None of the fires are threatening any communities or structures, Bernard confirmed.

Meanwhile, hot, dry, windy weather conditions are making firefighting efforts more difficult.

“We are monitoring the weather situation closely,” said Bernard. “It has been very warm and very dry and wind contributes to aggressive fire behaviour.

“It’s because of this kind of weather that the campfire ban was put in place.”

A campfire ban for the Southeast Fire District came into effect on Tuesday, August 5 and will continue until further notice. The ban extends to campfires, the burning of any waste, slash or other materials, stubble or grass fires, burning barrels, fireworks, sky lanterns, tiki torches and outdoor fire pits.

A smoky haze has settled over Cranbrook and Kimberley, but it’s not clear whether the smoke is coming from local fires, or from fires elsewhere in B.C. or the western United States.

“It’s hard to say exactly on any given day where smoke is coming from,” said Bernard.

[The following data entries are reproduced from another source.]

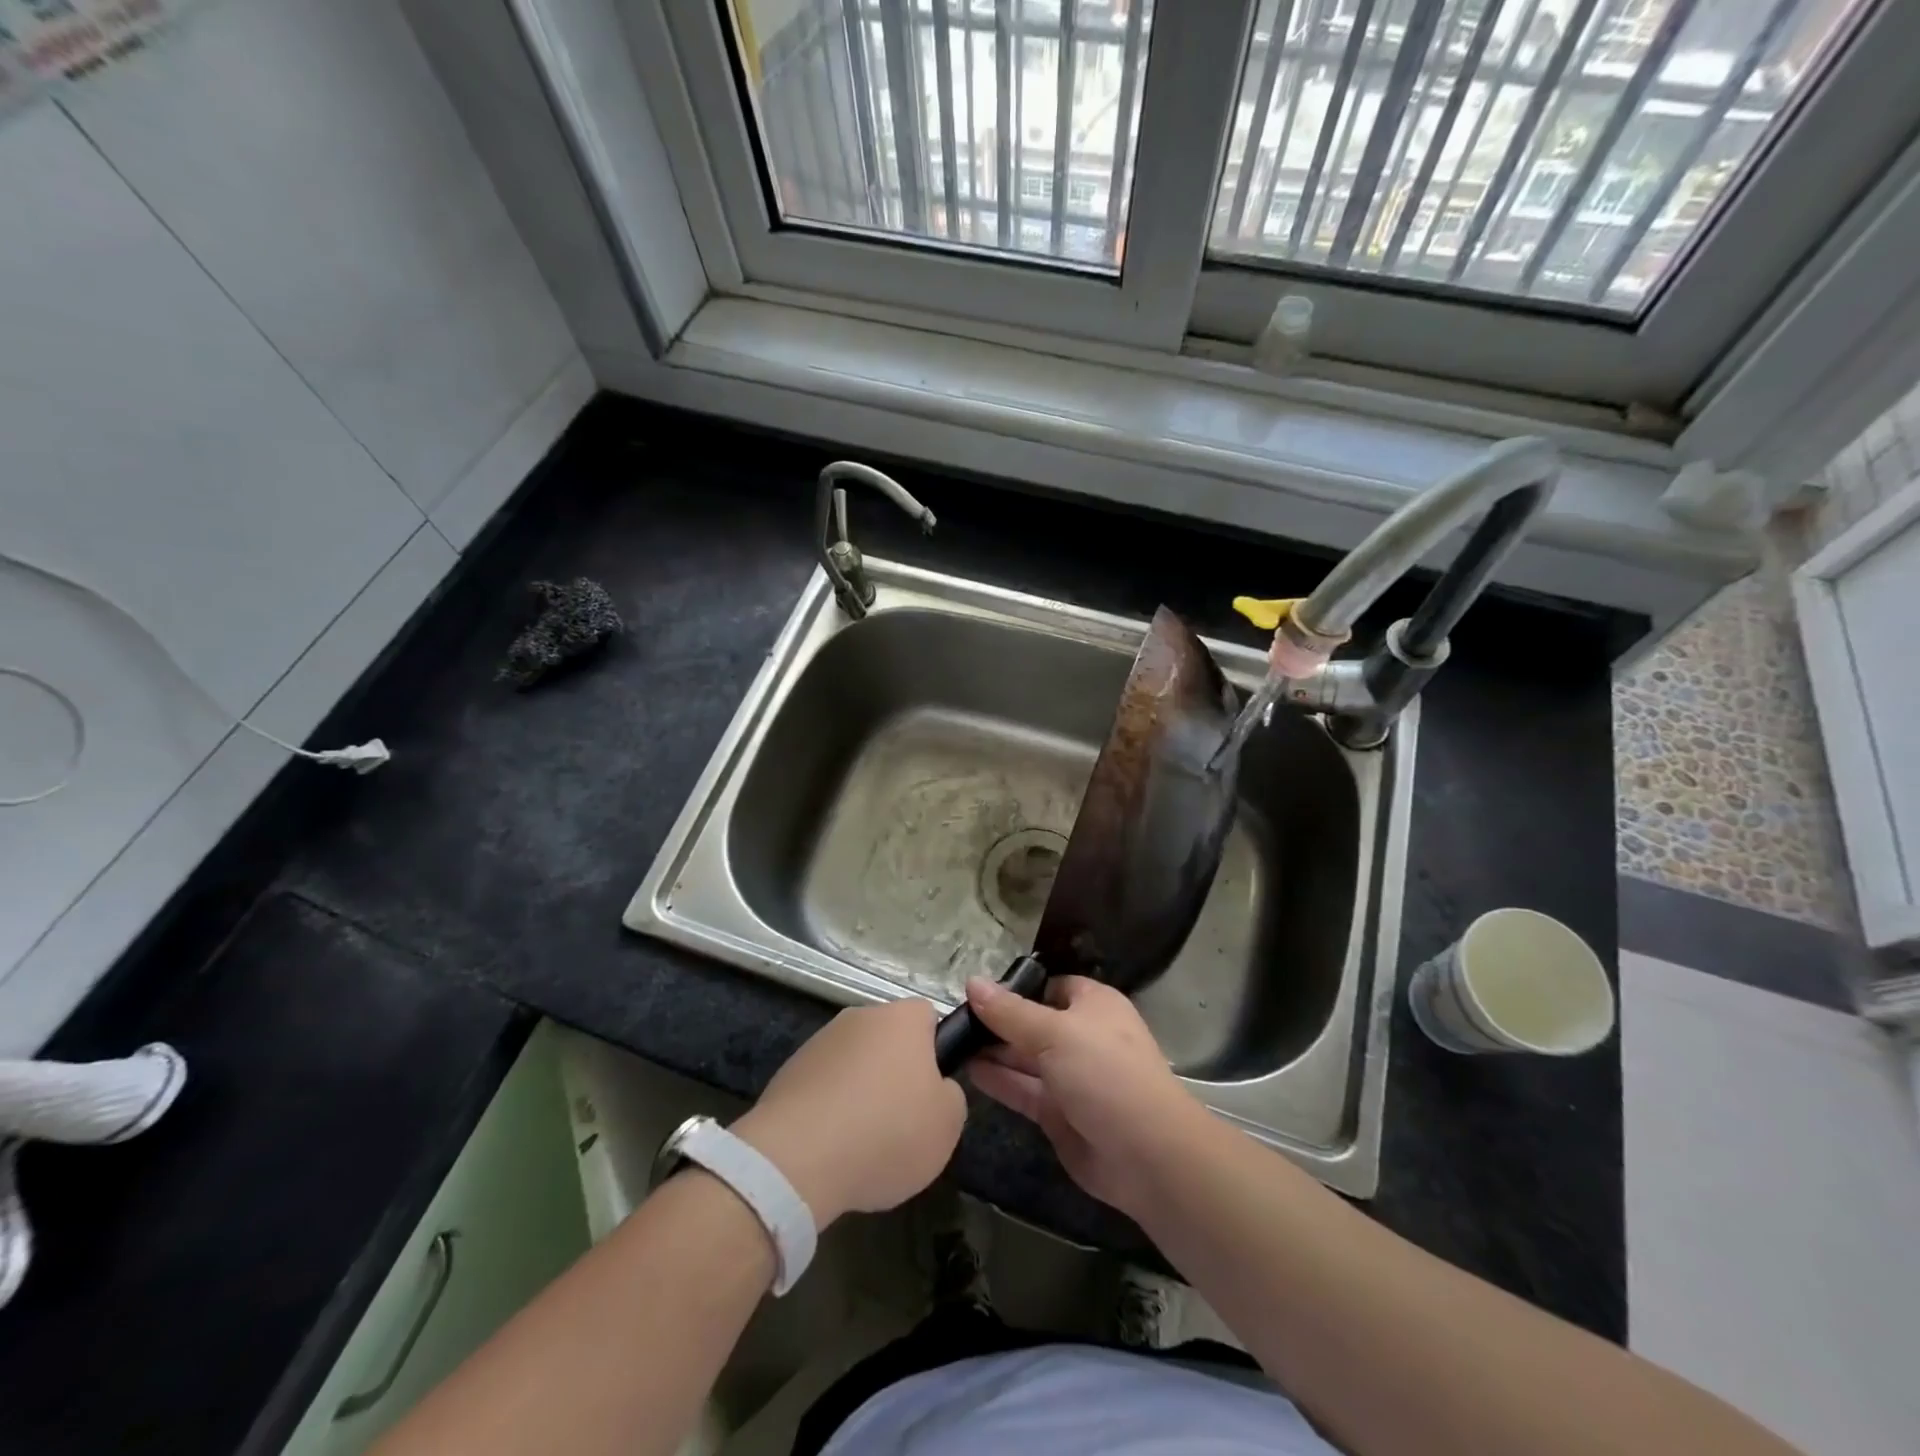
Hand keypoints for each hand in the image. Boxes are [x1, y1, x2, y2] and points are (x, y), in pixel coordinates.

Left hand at [734, 999, 965, 1225]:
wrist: (797, 1158)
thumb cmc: (887, 1132)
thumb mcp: (947, 1124)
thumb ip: (950, 1095)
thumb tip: (935, 1089)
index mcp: (902, 1018)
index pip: (928, 1016)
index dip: (936, 1050)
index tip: (933, 1089)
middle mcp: (860, 1017)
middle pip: (888, 1039)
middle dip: (896, 1072)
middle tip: (903, 1120)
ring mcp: (819, 1041)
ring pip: (854, 1063)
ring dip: (861, 1091)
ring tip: (863, 1143)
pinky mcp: (789, 1072)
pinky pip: (824, 1087)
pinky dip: (830, 1109)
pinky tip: (831, 1148)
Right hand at [965, 976, 1205, 1219]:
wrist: (1146, 1154)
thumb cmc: (1105, 1072)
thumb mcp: (1054, 1032)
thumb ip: (1010, 1011)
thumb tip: (972, 982)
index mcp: (1093, 1005)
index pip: (1050, 986)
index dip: (1017, 987)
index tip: (977, 990)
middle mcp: (1082, 1037)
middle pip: (1034, 1022)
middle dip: (999, 1021)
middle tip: (952, 1018)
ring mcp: (1071, 1077)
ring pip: (1026, 1058)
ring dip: (994, 1051)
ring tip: (951, 1041)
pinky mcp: (1059, 1114)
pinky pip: (1024, 1090)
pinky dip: (999, 1080)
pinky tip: (968, 1070)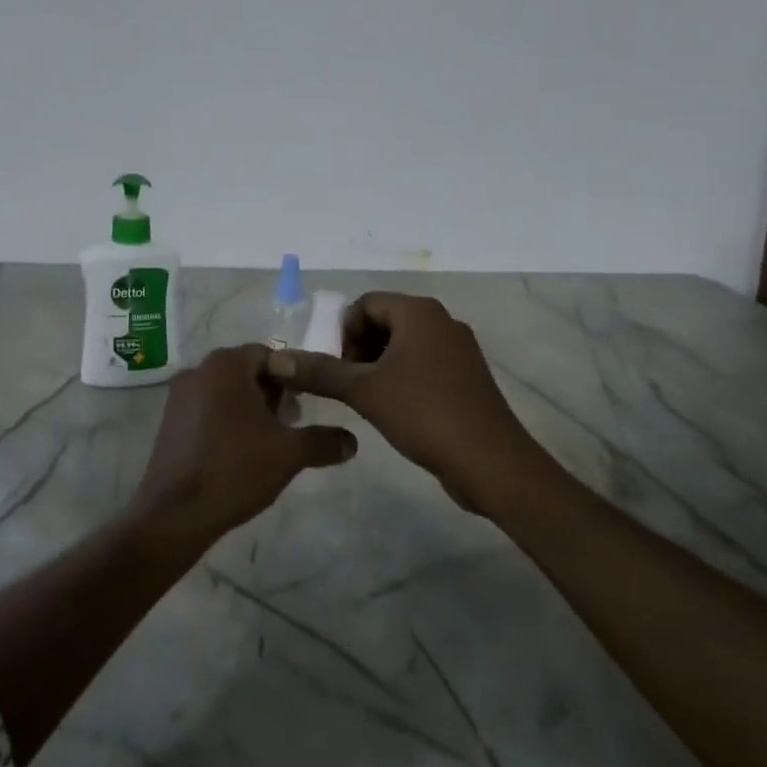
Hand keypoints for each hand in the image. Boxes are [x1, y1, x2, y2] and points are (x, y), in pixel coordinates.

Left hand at [133, 344, 356, 549]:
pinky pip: (206, 410)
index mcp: (225, 365)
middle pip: (246, 371)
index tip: (306, 405)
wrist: (176, 513)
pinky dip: (227, 422)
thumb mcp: (290, 453)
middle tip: (292, 423)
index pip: (269, 354)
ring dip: (250, 409)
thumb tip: (352, 441)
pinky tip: (240, 453)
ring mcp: (178, 397)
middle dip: (272, 394)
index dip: (293, 377)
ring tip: (270, 442)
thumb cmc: (236, 469)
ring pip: (226, 392)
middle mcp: (198, 371)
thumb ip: (323, 441)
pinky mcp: (169, 423)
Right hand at [265, 293, 537, 512]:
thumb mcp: (364, 391)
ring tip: (364, 399)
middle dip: (358, 349)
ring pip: (404, 345)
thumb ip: (319, 371)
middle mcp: (442, 321)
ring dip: (377, 366)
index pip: (365, 304)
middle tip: (344, 384)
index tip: (333, 367)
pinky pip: (423, 365)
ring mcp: (459, 350)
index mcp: (419, 312)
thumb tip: (276, 360)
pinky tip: (393, 410)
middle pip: (385, 321)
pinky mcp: (467, 377)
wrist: (491, 462)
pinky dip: (401, 378)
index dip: (342, 332)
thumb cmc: (424, 413)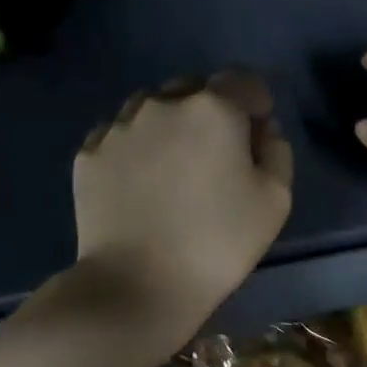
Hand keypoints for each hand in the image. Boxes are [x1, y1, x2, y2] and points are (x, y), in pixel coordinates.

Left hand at [72, 71, 292, 335]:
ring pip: (154, 107)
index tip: (258, 136)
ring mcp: (119, 126)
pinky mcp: (88, 153)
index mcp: (214, 109)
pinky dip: (139, 147)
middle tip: (220, 156)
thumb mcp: (276, 200)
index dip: (257, 104)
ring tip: (177, 168)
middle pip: (196, 89)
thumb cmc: (219, 242)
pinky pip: (121, 134)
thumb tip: (262, 131)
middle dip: (214, 111)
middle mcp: (162, 104)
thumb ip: (277, 152)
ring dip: (173, 125)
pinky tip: (145, 183)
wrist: (138, 284)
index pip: (243, 81)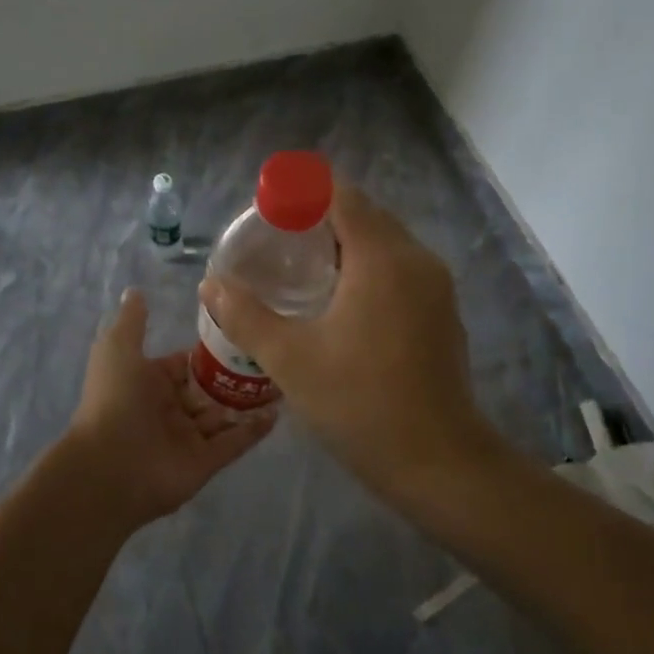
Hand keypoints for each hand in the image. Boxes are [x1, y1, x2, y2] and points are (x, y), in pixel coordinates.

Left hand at [65, 288, 276, 527]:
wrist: (108, 466)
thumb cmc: (115, 399)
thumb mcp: (119, 349)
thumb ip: (132, 321)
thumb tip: (136, 290)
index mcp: (150, 382)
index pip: (186, 363)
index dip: (209, 351)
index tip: (242, 332)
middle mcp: (170, 408)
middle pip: (209, 389)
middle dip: (235, 376)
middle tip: (270, 356)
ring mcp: (189, 437)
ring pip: (224, 415)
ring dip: (249, 401)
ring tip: (283, 380)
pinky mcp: (205, 463)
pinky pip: (234, 443)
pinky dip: (254, 430)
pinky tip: (277, 412)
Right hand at [198, 184, 502, 500]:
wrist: (439, 462)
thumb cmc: (361, 403)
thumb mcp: (290, 359)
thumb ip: (245, 315)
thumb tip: (210, 284)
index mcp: (381, 258)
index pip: (342, 195)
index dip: (302, 191)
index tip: (268, 207)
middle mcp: (415, 259)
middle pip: (365, 214)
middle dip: (320, 216)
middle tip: (276, 239)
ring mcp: (435, 286)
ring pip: (385, 241)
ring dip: (345, 242)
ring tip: (300, 267)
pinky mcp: (442, 311)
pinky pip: (400, 268)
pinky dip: (368, 266)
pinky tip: (339, 300)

The Ministry of Environment has not issued an air quality advisory for Cranbrook and Kimberley, but local air quality meteorologist Donna Haga said residents should use common sense in choosing their activities this week.

“There is no real-time (air quality) monitor in Cranbrook or Kimberley so I don’t have any access to current levels of smoke,” said Haga.

“Currently air quality advisories are only issued in communities that have real-time monitors that measure particulate matter levels.”

The closest real-time air quality monitors are located in Creston and Golden.

“There is a long-term plan to put a station in in Cranbrook; it just hasn’t materialized yet.”

But residents can observe the smoky haze over Cranbrook and Kimberley, and they should take that into consideration when outdoors this weekend, especially if they are vulnerable to poor air quality.

“It’s not to say people shouldn’t carry on with their daily routine. I would suggest that if people are noticing symptoms, they should stop (what they are doing) and perhaps go see their medical provider,” said Haga.

However, Environment Canada issued a wildfire smoke advisory for the area around Creston on Thursday, August 7.

“Smoke concentrations will vary widely as winds and fire behaviour change,” the advisory reads.

“Persons with chronic underlying medical conditions should postpone strenuous exercise until the advisory is lifted. If you are experiencing symptoms such as continuing eye or throat irritation, chest discomfort, shortness of breath, coughing or wheezing, follow the advice of your health care provider, particularly if you are elderly, have asthma, hay fever, breathing or lung conditions or if you react strongly to smoke.”

To view a computer model of the air quality forecast across western Canada for the next three days, visit www.bcairquality.ca/bluesky/west/.

Meanwhile, the Wildfire Management Branch has called for the assistance of about 80 wildfire personnel from Australia, through a reciprocal agreement where B.C. and Australia help each other out during their respective fire seasons.

The personnel are not firefighters on the ground, Bernard said, but specialists such as incident commanders, fire behaviour specialists, and aircraft coordinators.

They will arrive over the weekend and will be deployed as needed throughout the province. It’s not yet known whether any of the Australian personnel will be deployed to the East Kootenay.

To report a wildfire or unattended campfire, phone 1-800-663-5555 or *5555 on most cellular networks.